Desde que el pasado miércoles un muro acabó con su casa y con sus pertenencias en el barrio Carbonell de la comuna 9 de Neiva, Luz Mery González Benítez, una mujer de 39 años, vive en una gran incertidumbre. Con profunda tristeza y dolor, Mery cuenta cómo sucedieron los hechos, la falta de ayuda que han tenido desde entonces, y la preocupación que vive ahora que no tiene nada.

Por: Cristian David Ordoñez Fuentes
Diversas han sido las afectaciones que se han provocado en el departamento del Huila y en la ciudad de Neiva, por cuenta de las lluvias de las últimas semanas. En esta oportunidad, la tragedia tocó a más de 10 familias que lo perdieron todo desde que una tormenta, en la madrugada del pasada miércoles ocasionó que un muro, ubicado en los alrededores del barrio Carbonell se viniera abajo y causara daños graves en las casas de varias personas.
Luz Mery González, una de las afectadas, relata cómo vivió aquel fatídico día en el que su casa quedó destruida. “Comenzó a llover como a la 1.30 de la mañana.
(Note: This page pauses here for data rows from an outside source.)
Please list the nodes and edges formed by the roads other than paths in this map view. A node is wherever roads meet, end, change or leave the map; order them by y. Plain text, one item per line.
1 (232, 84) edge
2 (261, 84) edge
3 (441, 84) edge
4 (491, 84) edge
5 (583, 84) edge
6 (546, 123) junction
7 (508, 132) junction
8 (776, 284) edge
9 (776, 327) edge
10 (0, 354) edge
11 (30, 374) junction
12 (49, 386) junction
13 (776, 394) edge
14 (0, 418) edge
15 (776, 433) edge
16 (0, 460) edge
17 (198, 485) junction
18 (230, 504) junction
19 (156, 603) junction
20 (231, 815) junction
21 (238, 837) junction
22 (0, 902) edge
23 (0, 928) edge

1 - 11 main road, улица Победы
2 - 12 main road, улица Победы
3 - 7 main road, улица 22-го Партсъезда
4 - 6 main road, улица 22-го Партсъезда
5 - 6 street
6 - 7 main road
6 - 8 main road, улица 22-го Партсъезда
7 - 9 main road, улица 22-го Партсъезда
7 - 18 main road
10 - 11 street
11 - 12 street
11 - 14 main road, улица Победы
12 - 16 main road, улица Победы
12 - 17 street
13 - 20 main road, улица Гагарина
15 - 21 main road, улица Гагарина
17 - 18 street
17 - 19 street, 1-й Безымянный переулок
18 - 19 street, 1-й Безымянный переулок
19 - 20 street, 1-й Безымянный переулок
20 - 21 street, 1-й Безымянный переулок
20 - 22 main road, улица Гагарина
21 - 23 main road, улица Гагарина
De un momento a otro la bomba, que tenía un represamiento de agua hizo caer parte del muro que se encuentra arriba de mi casa. En ese instante, todo se vino abajo y dejó destruida gran parte de mi casa. De milagro a mis hijos y a mí no nos pasó nada”, expresó González Benítez.
Desde ese día, Mery y sus hijos perdieron gran parte de su casa y de sus pertenencias, hecho que le dejó sin donde cocinar y dormir. A pesar del riesgo que ellos tenían en su casa, sumando las advertencias que les habían hecho tiempo atrás, nunca antes había pasado un suceso de esta naturaleza.
“Todos nuestros electrodomésticos quedaron dañados. Las camas quedaron destruidas, los baños, el lavadero, la estufa y el ventilador quedaron para la chatarra. También se perdió ropa, que quedó llena de barro”, manifestó Luz Mery.


No tiene donde vivir
Después de perderlo todo por la caída de este muro, Luz Mery González no sabe qué hacer, pues no tiene donde vivir con sus hijos. “Yo me vine del Meta hace 9 años. Hace 6 años que vivo aquí y nunca en ese tiempo había sucedido nada parecido. Yo tenía estrategias para desviar las aguas lluvias y que éstas no nos afectaran. Pero desde que la empresa Terpel hizo ese muro, las cosas se complicaron. La lluvia provocó que la tapia se viniera con todo. No tenía sostenimiento porque la hicieron artesanalmente”, afirmó la mujer de 39 años.
Ahora, Luz Mery se encuentra en la casa de unos vecinos, quienes amablemente la dejaron quedar de manera provisional, mientras consigue otro lugar para vivir. Sin embargo, los turnos que hace en un restaurante de cocina no le bastan para pagar un arriendo, y mucho menos recuperar sus enseres.
“Los bomberos dicen que no podemos volver a vivir ahí. Pero ellos no entienden que esta casa es lo único que tengo para vivir. Además, es la primera vez que se cae ese muro. Nunca antes había pasada esto”, señaló González Benítez.
Mery, junto con las demás familias afectadas, planean hacer sentir su malestar frente a la Administración Municipal con una serie de protestas, en las cuales pretenden que les ayuden para recuperar lo que perdieron.
“Debido a la falta de ayuda que hemos tenido por parte de la Alcaldía, queremos iniciar a hacer una serie de protestas para exigir que nos ofrezcan una solución, pues todo lo que teníamos se encontraba en nuestras casas. Sólo han venido a visitarnos los bomberos, pero no nos dicen nada en concreto, y mucho menos nos dan una solución”, concluyó Mery González.